Perhaps the biggest riddle to solve, though, is monetization. Blumberg said Smarter Agent charges real estate agents and institutions, but is free to consumers. The app, which can be customized by individual real estate brokers, provides consumers with real estate listings. Along with a subscription fee, Smarter Agent also makes money through ads. The ads are not intrusive to people when they find them helpful, Blumberg suggested. For example, if a home buyer is searching for a house with hardwood floors but comes across a property that does not have them, the app can serve up an ad from Ikea offering a deal on hardwood flooring.

The key, panelists noted, is to make ads part of the mobile user’s experience instead of a disruption. “Advertising on the web is not advertising on mobile” Blumberg pointed out. “[Placing ad] banners on mobile [is] probably going to drive most people away because your screen is only so big and you’re putting a banner on it.” His firm tries to find ways to insert ads where people will not mind as much — for instance, on the blank screen that comes up while a phone is downloading information. (The ad disappears once the downloading is complete.)

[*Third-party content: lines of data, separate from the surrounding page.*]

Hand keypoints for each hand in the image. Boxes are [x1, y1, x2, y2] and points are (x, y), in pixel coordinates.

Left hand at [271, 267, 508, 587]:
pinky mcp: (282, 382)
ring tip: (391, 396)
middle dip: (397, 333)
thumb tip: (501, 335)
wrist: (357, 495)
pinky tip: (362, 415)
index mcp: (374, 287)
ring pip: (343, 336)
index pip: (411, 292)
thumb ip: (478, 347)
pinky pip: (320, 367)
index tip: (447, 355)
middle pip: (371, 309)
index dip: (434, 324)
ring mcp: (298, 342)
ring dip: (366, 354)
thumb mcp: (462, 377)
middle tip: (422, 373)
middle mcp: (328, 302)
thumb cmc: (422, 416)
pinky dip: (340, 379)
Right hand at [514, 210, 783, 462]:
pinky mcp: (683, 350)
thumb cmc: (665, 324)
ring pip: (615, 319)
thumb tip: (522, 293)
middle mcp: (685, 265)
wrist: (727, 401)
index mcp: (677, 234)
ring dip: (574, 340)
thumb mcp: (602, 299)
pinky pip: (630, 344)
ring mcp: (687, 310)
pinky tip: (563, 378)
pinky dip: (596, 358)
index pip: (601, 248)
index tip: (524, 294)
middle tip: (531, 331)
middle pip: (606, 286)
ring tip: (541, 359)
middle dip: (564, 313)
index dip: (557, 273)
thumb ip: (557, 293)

Some companies offer free apps but charge customers for access to internal features, noted Ryan Charles, who leads the mobile efforts for Zagat, a well-known restaurant review provider. For example, FarmVille is a game that lets users manage a virtual farm by planting and harvesting virtual crops, and raising virtual livestock. Players earn virtual money to pay for plants and animals as they gain experience, rise in game levels or by paying actual money. Another app, Smurf Village, is free to download but there is a charge for additional in-app content. For example, adding a wagon of “Smurfberries” can cost as much as $100. Charles called it a “free model with an in-app purchase.” This strategy of monetizing mobile apps will not work with everything because consumers “might not be addicted to a certain section of The New York Times as much as they are to upgrading their Smurf Village.”

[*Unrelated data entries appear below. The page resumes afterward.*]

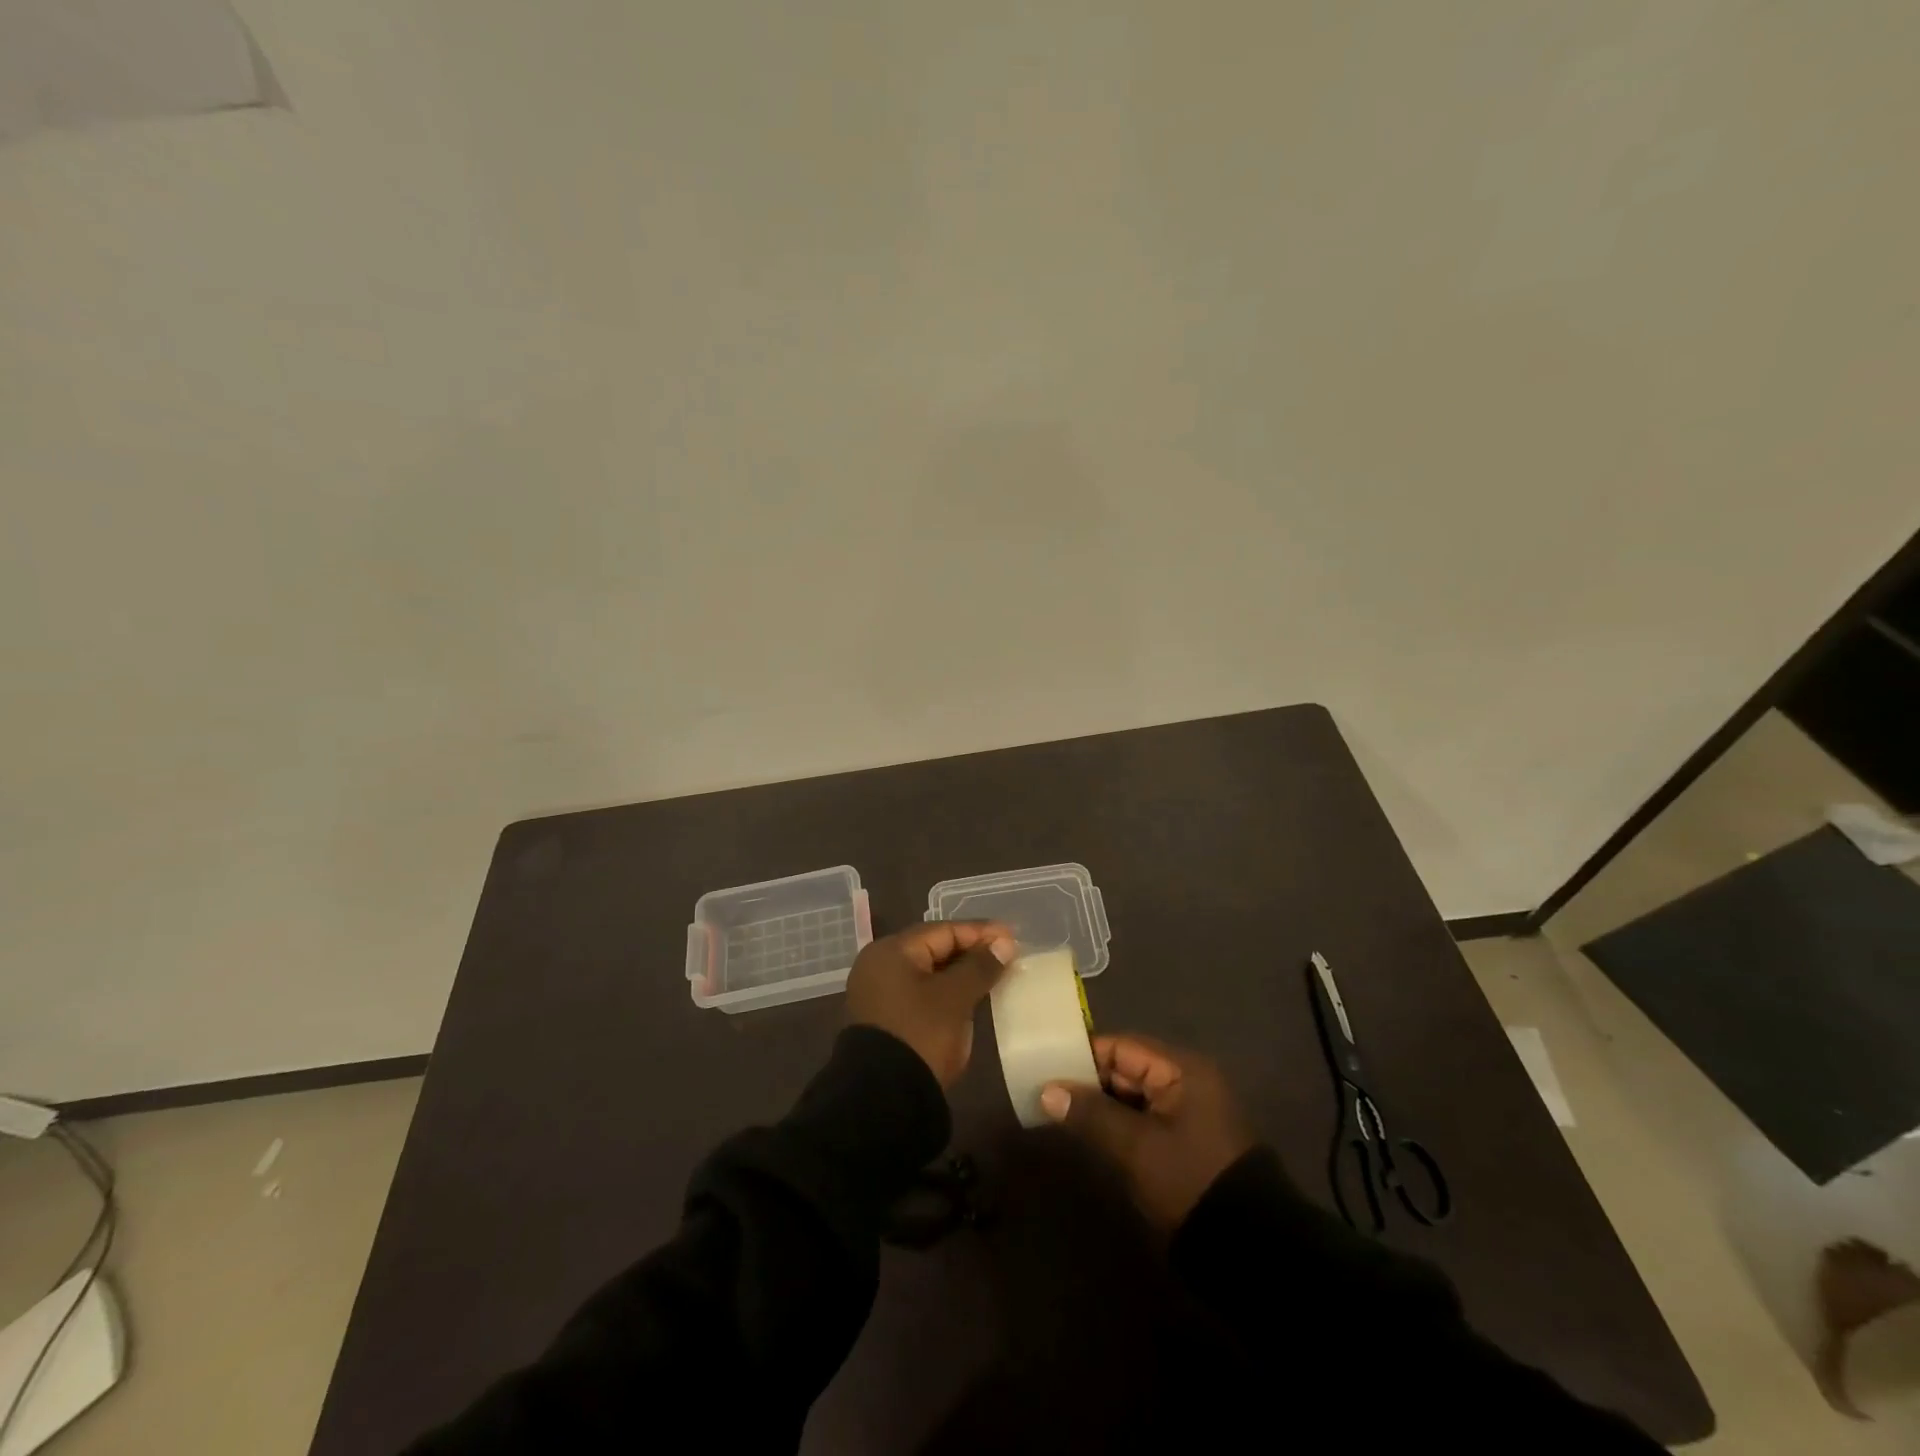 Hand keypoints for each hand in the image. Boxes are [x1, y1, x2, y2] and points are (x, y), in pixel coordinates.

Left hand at [845, 921, 1015, 1087]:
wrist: (883, 1099)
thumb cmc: (921, 1035)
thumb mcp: (955, 998)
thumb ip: (980, 966)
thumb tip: (1004, 943)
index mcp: (891, 951)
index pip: (943, 930)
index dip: (979, 932)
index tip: (1012, 937)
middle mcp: (880, 965)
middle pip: (933, 948)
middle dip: (971, 951)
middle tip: (1007, 955)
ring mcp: (879, 993)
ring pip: (928, 972)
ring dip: (960, 973)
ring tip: (994, 974)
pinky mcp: (885, 1018)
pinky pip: (921, 992)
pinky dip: (946, 991)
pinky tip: (971, 997)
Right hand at [1040, 1033, 1254, 1230]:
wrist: (1247, 1248)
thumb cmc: (1190, 1180)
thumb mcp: (1136, 1147)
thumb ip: (1091, 1113)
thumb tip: (1047, 1091)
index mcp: (1182, 1070)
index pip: (1122, 1047)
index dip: (1083, 1054)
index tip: (1046, 1065)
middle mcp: (1185, 1082)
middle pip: (1126, 1068)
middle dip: (1087, 1080)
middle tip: (1045, 1090)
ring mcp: (1186, 1113)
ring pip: (1131, 1096)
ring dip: (1099, 1104)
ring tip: (1056, 1109)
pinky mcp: (1183, 1141)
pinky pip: (1141, 1119)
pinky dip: (1115, 1123)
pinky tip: (1086, 1131)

The bottom line is that companies have to find methods of making money from mobile, and they are experimenting with ways to do it creatively. Without monetization, all the innovation will be wasted because the app will not be sustainable. But the ads must fill a customer’s needs. “If ads really help you do things … then they’re not really ads, they’re things that help you,” Blumberg said. “If I’m moving and Home Depot is giving me 20% off my next purchase, is that an ad or is that a benefit of using the app? Advertising isn’t a dirty word, but how you implement it can be.”